(Beginning of RECORDS FOR THE EXERCISE)

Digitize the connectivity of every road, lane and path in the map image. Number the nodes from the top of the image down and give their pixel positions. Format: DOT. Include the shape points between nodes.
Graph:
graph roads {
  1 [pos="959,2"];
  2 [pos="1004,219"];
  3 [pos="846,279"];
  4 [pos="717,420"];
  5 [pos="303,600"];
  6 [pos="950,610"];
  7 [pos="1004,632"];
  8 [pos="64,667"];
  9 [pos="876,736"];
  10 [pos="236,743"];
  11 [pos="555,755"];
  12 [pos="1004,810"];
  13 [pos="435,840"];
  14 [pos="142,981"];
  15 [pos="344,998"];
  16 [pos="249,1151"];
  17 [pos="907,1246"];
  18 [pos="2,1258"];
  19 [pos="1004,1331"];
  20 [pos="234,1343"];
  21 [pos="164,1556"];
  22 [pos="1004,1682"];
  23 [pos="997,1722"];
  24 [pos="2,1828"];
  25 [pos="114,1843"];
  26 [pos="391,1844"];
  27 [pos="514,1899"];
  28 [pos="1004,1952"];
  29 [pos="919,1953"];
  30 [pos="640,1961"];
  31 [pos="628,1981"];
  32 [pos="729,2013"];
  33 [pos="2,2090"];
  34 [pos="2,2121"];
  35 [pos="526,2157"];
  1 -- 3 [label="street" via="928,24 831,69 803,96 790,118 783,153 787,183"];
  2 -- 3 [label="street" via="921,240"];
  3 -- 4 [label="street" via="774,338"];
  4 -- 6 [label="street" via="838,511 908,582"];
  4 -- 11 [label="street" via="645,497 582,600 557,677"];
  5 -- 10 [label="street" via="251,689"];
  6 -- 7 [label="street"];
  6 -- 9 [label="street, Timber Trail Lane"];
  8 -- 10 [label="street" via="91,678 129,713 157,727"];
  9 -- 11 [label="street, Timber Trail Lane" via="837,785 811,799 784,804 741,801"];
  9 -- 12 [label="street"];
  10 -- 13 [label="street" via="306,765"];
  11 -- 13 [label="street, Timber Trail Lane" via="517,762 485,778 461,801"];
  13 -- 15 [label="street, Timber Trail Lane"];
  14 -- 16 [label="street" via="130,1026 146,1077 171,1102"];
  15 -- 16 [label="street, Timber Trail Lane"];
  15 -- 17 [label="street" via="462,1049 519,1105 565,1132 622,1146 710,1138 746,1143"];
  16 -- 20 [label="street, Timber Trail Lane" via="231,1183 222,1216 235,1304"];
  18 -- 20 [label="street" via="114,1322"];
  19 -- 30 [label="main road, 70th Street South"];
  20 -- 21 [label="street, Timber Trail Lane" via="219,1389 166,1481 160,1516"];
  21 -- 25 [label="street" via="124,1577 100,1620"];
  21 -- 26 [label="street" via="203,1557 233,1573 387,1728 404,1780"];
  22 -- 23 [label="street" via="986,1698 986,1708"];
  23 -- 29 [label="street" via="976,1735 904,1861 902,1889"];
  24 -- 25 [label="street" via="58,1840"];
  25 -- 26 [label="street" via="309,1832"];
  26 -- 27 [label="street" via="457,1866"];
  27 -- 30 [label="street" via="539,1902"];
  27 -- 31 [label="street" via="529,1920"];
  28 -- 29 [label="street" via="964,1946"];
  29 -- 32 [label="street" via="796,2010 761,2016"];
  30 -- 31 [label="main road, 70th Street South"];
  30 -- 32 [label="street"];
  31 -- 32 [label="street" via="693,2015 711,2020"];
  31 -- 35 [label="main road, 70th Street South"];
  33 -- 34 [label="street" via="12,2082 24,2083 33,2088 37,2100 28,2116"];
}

(End of RECORDS FOR THE EXERCISE)

= WHAT THE TASK REQUIRES =
Which lines in the data hold the string "Timber"? Copy each of them.

= TASK SOLUTION =
  6 -- 9 [label="street, Timber Trail Lane"];
  9 -- 11 [label="street, Timber Trail Lane" via="837,785 811,799 784,804 741,801"];
  11 -- 13 [label="street, Timber Trail Lane" via="517,762 485,778 461,801"];
  13 -- 15 [label="street, Timber Trail Lane"];
  15 -- 16 [label="street, Timber Trail Lane"];
  16 -- 20 [label="street, Timber Trail Lane" via="231,1183 222,1216 235,1304"];
  20 -- 21 [label="street, Timber Trail Lane" via="219,1389 166,1481 160,1516"];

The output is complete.